Two songs from the criminally underrated John Callaghan, both of which feature in remixed forms on his album, If Every Day Were Like This One. The title track is a beat-free harmonic vocal mantra, utilising only voice and effects. The b-side is a foreboding, claustrophobic drone piece – John counts down to zero, while an emotionless computer voice leaves listeners with an uncomfortable feeling that maybe they should have seized the day.

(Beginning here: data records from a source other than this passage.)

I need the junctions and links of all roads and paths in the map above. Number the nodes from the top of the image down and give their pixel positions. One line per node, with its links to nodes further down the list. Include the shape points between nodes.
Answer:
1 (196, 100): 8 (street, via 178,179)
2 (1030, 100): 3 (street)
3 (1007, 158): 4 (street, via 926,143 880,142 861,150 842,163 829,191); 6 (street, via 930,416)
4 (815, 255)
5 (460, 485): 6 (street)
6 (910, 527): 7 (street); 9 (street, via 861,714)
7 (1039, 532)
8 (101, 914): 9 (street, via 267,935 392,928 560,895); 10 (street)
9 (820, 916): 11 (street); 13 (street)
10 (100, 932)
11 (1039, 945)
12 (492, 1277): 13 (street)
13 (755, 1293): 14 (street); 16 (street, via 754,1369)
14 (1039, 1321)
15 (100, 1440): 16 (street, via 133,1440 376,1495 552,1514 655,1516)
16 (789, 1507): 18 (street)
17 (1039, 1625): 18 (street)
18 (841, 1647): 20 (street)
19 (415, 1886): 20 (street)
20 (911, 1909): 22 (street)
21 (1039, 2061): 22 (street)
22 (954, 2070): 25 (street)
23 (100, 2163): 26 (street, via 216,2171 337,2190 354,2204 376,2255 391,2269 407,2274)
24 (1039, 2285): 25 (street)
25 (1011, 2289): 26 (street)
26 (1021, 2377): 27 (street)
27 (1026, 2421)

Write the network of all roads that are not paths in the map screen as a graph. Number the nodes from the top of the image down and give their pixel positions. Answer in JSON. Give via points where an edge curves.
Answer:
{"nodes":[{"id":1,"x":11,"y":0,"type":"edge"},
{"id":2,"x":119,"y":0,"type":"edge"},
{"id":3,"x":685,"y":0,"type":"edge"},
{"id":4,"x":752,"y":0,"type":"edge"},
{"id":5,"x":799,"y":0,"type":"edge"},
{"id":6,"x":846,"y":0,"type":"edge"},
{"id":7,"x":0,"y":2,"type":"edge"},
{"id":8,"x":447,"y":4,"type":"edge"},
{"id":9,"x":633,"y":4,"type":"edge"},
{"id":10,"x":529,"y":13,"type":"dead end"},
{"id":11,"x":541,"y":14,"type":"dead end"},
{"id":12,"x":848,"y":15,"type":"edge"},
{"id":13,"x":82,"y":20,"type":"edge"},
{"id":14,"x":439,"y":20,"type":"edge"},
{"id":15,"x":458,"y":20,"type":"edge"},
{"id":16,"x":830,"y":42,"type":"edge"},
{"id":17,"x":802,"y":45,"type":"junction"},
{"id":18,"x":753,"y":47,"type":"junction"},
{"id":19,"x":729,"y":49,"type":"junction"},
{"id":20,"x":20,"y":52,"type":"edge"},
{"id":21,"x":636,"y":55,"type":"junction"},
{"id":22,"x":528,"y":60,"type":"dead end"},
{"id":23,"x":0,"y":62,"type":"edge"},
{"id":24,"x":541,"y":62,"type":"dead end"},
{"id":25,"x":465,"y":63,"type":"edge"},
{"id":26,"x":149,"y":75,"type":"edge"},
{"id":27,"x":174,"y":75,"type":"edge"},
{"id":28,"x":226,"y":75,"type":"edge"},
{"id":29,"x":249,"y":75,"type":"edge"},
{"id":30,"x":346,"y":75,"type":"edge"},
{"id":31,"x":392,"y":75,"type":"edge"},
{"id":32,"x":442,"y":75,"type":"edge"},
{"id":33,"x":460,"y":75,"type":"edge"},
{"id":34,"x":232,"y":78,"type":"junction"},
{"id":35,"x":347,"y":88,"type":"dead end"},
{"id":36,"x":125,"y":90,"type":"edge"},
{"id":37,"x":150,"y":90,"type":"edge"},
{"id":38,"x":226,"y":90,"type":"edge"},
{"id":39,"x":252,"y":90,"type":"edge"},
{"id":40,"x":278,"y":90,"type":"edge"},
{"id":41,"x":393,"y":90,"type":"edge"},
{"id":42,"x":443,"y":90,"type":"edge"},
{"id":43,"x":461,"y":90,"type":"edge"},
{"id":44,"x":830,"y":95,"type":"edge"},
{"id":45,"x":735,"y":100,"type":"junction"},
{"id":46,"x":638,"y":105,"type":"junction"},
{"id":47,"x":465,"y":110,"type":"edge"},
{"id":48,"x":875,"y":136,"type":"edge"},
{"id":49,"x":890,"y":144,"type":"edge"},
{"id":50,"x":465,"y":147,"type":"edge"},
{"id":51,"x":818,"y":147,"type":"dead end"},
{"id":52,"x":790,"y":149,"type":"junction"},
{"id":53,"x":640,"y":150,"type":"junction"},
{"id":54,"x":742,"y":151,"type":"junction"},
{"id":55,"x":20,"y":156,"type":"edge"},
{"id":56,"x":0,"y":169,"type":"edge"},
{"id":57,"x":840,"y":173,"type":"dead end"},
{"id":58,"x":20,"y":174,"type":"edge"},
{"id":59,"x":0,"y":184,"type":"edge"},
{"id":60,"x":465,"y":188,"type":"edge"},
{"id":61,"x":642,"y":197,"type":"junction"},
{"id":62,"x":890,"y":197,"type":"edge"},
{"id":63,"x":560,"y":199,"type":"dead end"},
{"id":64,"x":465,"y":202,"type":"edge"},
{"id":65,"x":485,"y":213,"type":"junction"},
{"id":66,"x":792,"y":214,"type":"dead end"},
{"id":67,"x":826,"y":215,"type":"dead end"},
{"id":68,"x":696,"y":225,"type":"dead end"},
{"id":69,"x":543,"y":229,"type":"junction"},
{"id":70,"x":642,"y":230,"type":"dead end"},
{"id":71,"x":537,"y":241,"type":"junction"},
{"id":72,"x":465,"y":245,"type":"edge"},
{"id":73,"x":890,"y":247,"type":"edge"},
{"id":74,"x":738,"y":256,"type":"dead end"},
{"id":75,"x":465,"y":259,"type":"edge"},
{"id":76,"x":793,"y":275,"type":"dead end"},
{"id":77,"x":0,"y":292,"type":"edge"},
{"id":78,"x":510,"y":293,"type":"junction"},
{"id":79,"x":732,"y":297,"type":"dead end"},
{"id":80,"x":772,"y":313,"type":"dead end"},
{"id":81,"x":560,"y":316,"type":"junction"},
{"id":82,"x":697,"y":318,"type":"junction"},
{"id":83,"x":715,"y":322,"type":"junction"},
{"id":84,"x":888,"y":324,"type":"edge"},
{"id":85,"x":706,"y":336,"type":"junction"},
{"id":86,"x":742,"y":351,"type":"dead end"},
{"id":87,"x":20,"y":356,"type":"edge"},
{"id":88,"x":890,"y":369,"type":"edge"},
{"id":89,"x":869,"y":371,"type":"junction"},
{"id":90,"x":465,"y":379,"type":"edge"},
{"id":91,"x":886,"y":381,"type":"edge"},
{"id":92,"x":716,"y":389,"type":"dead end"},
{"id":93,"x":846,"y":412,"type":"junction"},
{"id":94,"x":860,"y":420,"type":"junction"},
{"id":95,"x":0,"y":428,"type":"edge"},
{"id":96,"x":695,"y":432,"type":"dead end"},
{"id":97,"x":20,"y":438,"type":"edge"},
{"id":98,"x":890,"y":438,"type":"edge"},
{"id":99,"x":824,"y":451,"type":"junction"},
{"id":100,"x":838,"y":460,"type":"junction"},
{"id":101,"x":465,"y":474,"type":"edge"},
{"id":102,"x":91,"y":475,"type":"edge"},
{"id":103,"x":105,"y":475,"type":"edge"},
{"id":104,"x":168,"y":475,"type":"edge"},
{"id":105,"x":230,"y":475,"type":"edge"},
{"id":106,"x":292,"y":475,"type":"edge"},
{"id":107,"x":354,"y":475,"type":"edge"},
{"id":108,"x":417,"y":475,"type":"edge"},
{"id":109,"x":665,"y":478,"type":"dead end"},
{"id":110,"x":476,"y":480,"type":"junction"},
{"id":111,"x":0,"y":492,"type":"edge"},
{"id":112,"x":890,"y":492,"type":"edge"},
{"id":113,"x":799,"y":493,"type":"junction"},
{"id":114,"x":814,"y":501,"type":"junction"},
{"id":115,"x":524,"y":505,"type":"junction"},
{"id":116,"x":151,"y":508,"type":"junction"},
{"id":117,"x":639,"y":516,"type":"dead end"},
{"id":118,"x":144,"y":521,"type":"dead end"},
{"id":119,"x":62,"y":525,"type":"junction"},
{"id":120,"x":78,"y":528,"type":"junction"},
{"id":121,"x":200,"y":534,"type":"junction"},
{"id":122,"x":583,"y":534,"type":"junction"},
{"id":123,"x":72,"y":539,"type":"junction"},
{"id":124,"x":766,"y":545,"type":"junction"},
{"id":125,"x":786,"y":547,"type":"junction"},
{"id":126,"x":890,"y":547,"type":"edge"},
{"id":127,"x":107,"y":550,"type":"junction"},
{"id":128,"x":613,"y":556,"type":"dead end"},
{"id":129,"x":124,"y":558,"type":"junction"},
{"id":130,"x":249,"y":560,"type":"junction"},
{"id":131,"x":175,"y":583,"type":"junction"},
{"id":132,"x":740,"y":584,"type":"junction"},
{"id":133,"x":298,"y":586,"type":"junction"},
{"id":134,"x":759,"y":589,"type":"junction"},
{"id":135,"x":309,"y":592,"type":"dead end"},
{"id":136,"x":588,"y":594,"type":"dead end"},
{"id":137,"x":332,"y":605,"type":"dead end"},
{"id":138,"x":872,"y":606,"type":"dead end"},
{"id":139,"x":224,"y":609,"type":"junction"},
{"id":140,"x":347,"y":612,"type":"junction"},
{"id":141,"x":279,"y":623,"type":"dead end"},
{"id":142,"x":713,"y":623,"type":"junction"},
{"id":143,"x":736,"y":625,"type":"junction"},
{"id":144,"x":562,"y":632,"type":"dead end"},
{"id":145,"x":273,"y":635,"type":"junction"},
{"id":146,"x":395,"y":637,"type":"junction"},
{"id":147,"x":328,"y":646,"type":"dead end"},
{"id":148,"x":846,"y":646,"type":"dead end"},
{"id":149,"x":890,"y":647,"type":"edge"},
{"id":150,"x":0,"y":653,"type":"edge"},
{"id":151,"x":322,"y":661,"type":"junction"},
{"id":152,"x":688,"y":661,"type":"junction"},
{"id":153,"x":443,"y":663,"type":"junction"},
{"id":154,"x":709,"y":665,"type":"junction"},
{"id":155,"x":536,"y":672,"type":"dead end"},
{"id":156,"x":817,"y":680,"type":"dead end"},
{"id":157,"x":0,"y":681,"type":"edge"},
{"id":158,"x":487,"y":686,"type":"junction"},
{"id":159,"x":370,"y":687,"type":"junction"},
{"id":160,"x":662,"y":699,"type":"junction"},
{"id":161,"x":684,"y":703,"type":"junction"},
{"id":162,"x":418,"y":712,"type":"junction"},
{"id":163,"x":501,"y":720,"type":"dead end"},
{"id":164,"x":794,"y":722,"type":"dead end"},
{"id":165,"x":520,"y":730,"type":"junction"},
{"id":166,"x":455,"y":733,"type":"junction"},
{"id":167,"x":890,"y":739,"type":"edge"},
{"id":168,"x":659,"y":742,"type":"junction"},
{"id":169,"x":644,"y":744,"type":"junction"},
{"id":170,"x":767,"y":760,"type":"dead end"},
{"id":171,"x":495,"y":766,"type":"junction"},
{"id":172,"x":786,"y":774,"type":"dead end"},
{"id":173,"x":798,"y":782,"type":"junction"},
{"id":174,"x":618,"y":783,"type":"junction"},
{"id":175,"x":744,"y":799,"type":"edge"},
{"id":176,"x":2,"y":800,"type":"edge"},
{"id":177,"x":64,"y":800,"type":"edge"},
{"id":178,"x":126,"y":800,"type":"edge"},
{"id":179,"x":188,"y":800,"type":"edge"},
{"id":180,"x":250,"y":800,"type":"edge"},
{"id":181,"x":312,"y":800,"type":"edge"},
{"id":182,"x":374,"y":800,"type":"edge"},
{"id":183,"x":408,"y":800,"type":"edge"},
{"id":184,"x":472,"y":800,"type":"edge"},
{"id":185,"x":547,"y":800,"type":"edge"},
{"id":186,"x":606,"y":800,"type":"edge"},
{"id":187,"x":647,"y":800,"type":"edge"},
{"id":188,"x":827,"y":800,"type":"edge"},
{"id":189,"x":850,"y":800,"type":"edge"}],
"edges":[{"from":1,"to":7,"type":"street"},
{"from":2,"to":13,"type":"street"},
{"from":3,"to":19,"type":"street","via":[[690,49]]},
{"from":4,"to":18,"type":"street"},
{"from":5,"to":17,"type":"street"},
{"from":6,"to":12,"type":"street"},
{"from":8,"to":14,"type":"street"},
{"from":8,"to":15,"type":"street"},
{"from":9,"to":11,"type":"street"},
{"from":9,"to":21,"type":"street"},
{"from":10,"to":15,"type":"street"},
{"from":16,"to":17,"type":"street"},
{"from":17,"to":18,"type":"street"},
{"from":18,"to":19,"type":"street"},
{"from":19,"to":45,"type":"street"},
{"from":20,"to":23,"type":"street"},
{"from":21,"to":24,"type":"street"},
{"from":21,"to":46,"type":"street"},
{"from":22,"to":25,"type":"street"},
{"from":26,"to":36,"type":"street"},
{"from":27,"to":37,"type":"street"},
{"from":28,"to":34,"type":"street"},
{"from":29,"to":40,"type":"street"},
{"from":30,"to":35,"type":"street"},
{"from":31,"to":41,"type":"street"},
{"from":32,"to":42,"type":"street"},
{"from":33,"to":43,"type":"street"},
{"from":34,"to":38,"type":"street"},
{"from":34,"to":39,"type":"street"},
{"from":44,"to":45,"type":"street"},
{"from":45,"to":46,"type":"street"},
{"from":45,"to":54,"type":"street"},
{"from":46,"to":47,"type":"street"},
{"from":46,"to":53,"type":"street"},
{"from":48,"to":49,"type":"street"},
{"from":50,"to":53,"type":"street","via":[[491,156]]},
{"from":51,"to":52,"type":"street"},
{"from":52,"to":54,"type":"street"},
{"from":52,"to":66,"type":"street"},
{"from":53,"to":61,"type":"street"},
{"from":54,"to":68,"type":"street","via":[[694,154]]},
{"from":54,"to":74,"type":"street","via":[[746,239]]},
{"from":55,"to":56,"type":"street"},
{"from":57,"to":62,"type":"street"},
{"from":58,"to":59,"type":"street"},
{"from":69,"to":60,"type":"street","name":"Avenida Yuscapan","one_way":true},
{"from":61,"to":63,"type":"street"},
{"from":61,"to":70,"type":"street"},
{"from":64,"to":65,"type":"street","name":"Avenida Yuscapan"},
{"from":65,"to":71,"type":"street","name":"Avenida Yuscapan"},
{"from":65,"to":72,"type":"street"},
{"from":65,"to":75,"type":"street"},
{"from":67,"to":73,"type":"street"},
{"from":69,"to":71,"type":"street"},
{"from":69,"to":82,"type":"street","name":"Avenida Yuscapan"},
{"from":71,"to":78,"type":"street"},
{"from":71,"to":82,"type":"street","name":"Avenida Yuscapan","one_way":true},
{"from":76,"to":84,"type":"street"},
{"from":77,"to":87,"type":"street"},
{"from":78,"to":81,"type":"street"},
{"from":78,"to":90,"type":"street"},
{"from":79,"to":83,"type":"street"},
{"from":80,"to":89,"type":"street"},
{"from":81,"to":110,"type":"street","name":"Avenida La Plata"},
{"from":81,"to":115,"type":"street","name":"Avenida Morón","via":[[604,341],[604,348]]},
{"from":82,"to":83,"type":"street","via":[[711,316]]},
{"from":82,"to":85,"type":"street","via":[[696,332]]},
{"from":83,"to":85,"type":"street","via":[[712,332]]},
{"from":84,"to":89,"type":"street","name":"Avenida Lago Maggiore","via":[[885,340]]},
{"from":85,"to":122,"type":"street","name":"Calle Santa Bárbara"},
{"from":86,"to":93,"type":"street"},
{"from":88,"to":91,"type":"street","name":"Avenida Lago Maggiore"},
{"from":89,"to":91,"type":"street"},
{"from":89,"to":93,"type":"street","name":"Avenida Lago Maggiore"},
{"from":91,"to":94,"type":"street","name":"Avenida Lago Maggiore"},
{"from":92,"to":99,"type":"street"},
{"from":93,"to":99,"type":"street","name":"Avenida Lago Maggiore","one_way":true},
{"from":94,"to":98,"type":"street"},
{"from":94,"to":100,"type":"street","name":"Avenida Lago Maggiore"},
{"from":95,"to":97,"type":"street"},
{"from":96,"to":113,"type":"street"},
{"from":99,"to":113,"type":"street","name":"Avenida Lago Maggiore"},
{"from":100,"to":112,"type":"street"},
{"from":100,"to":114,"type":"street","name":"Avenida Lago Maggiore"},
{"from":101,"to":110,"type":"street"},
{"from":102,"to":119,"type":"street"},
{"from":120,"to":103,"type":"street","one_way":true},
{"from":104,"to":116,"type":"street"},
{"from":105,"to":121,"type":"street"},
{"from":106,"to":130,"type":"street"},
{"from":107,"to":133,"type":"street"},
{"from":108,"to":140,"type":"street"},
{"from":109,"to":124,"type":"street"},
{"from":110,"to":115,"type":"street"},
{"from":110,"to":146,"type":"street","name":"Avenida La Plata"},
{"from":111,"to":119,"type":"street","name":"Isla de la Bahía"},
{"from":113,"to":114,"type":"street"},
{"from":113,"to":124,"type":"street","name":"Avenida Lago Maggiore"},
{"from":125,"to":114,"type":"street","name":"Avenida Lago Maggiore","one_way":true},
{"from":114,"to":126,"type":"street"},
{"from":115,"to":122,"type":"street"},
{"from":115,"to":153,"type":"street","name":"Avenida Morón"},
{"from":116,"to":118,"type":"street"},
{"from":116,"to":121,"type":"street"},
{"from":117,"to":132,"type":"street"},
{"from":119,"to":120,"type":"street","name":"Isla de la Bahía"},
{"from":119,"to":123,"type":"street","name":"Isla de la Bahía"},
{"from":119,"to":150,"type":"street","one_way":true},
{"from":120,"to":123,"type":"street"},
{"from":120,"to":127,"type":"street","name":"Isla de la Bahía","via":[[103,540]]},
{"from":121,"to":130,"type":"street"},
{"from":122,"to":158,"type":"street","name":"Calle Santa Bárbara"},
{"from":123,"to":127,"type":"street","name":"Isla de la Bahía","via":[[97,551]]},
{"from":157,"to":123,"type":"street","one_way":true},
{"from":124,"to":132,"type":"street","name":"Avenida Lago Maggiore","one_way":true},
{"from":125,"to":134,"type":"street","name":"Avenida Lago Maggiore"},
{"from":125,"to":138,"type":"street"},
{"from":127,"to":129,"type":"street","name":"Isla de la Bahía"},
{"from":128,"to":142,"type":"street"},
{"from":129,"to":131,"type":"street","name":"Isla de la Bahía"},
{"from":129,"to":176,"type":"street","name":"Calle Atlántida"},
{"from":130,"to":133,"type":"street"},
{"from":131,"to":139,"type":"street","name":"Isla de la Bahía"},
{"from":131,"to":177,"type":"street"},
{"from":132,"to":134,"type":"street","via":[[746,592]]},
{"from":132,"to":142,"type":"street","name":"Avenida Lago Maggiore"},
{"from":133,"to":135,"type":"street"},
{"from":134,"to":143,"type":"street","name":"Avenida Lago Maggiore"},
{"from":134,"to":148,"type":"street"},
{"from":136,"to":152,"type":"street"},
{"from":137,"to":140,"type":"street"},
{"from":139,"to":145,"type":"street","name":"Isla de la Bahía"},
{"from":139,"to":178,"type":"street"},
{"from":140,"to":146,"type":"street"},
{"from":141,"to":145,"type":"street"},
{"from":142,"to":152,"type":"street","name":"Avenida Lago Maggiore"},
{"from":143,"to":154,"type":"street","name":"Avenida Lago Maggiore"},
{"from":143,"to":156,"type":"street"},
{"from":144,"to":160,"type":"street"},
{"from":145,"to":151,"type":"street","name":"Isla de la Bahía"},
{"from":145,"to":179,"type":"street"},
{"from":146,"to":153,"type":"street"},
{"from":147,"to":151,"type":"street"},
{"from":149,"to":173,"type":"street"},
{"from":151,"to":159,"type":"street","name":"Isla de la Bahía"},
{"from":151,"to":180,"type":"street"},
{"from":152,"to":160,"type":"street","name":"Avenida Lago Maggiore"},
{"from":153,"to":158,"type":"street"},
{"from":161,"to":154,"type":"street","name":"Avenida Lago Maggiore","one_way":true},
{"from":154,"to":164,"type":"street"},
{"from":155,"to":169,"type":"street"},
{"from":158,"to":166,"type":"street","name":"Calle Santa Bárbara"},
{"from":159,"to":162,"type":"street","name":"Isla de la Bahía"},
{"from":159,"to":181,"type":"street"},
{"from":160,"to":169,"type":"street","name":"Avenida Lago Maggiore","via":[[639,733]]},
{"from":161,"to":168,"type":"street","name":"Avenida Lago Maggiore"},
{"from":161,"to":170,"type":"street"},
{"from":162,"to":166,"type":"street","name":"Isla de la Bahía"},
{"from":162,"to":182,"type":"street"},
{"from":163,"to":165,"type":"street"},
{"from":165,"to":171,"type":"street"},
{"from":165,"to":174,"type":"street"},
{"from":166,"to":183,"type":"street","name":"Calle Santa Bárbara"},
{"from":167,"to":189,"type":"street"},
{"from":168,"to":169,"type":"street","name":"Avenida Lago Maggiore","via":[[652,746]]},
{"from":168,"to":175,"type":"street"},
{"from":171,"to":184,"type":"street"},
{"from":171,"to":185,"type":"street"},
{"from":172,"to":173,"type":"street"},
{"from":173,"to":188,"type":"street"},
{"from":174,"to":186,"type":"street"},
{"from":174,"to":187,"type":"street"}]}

This is a lathe-cut mono 7” single, manufactured by Peter King in New Zealand. Each one is housed in a reprographic colour sleeve and plastic wallet, with a hand-knitted outer cover and embroidered name tag. The single comes with a Dropbox link to stereo versions of both songs in mp3 and 44.1kHz wav file formats. Although this was released some time ago, we have rarely had copies available for sale, due to problems sourcing the hand-knitted covers. We are extremely grateful to Carol Fuller, who has knitted us a fantastic new batch of covers, in a variety of patterns with some extremely wacky wool.
Lathe-cut records are made by cutting micro-grooves into a polycarbonate disc (the same material used for CDs) using a record lathe. The lathes are normally used in the vinyl record manufacturing process to cut the lacquer master discs used to create the metal stampers. The sound reproduction is not as accurate as with a vinyl pressing and there is noticeable surface noise, comparable to a flexi-disc (if you remember those). Although John has advertised this as a “self-disintegrating” record, polycarbonate discs are much more durable than acetate dubplates and are supposed to play more than 50 times without any appreciable loss of sound quality.
If you are wondering why they are so expensive, each record is cut in real-time, so there is no reduction in cost per unit. They then have to be shipped from New Zealand to the UK, incurring excise duty and VAT.